CHAPTER 3 A Stock Market Model

LOREN FLATH

A Stock Market Model

I can almost hear Ned telling his partner, Eddie Mendel, at the dawn of Ned Davis Research back in 1979, that he would need only one programmer for one year. For over a decade, Ned had been charting his favorite indicators by hand, and the work was becoming overwhelming. There were many more indicators to chart and not enough time in the day to do so. And as Ned points out in Chapter 1, he not only needed better charting, but more importantly, he needed to replace subjective trading decisions with a more objective approach. So he hired a programmer and challenged him to create software that could not only draw effective charts, but could also analyze markets in a rather unusual way. Together they developed the concept of timing models, and these models formed the basis of NDR's core positions in a variety of markets and economies. It turns out, however, that predicting that he'd need just one programmer for one year was Ned's worst call. Today we have an IT staff of nearly 30!
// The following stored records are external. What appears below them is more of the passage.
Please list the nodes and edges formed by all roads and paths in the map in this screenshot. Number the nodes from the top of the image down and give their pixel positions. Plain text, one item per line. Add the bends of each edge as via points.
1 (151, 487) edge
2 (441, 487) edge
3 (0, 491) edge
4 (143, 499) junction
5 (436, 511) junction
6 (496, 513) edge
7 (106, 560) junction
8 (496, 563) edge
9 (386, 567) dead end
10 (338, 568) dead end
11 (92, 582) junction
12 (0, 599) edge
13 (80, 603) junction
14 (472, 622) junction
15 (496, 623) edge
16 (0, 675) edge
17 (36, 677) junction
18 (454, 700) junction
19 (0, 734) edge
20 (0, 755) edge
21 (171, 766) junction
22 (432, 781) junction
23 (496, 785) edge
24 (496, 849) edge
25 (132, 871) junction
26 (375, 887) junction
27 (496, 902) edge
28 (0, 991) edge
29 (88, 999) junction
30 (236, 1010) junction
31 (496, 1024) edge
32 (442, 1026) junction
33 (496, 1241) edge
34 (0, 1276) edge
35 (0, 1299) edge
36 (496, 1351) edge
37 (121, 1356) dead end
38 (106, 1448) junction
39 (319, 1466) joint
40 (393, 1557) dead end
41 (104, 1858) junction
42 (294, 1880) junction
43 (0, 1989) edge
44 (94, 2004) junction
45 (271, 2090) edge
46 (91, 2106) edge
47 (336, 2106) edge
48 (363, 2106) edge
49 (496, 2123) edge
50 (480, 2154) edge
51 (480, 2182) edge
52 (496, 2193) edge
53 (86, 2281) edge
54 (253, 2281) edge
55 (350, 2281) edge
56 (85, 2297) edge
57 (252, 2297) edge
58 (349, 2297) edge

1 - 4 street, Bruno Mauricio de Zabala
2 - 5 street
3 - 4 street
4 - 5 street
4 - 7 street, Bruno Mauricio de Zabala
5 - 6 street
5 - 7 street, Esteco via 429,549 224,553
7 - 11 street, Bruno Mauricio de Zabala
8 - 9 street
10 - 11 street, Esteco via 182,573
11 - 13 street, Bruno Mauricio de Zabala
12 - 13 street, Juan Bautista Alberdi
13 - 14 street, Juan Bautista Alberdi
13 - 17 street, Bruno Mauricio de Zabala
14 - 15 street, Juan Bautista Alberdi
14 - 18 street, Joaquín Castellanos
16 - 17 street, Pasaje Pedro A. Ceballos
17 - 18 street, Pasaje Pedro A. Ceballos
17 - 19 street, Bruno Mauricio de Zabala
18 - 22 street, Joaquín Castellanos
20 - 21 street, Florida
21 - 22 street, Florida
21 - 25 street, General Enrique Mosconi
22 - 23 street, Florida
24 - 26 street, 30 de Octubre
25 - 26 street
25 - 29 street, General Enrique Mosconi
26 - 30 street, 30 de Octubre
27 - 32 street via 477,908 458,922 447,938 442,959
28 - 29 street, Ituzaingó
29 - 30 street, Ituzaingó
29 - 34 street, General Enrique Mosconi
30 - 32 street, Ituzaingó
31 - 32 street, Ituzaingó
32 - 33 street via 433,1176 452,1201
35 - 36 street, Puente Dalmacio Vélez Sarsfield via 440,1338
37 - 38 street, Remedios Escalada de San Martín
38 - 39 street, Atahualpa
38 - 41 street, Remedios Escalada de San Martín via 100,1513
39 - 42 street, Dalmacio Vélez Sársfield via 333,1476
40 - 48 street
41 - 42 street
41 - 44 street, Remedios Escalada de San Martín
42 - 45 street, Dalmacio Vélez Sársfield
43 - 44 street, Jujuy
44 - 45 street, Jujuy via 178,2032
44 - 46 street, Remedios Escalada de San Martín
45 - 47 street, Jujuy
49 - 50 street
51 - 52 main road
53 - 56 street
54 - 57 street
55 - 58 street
As Ned has pointed out many times, the bane of the investor is the Big Mistake. On the following pages I detail the makeup of one of our major models, the Fab Five. The goal of any NDR model is to keep us open-minded and disciplined, and to let our profits run while avoiding big mistakes. We realize models can be quite fickle, no matter what their ingredients are or how they are built. This model is no exception (there are no exceptions!). ...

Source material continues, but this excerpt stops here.